AIM OF THE EXERCISE: Check each line of the data for the string "main". Report how many have it, and give nothing else.

Saved data entries:
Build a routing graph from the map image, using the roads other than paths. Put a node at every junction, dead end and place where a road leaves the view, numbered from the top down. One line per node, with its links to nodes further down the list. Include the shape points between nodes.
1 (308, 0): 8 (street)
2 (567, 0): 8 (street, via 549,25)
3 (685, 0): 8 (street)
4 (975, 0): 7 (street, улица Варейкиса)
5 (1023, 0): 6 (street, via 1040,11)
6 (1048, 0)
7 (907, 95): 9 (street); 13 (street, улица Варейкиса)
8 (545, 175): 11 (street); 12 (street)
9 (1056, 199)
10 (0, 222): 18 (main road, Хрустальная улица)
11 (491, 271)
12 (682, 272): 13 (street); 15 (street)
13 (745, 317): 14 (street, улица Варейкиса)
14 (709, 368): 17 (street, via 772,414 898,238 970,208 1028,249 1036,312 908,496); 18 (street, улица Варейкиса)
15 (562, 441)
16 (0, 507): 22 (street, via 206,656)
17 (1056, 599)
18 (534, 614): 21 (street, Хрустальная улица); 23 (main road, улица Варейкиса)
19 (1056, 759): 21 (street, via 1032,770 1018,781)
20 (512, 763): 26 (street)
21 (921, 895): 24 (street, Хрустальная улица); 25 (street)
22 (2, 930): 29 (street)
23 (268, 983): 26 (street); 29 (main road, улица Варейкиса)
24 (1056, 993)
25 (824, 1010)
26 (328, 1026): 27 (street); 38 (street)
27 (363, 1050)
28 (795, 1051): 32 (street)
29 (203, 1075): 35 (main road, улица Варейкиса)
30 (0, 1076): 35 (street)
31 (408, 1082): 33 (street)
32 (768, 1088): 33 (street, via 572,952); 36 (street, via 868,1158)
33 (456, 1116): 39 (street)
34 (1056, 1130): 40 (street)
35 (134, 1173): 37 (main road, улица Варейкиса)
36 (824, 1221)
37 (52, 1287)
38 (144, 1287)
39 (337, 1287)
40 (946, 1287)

RESULT: 5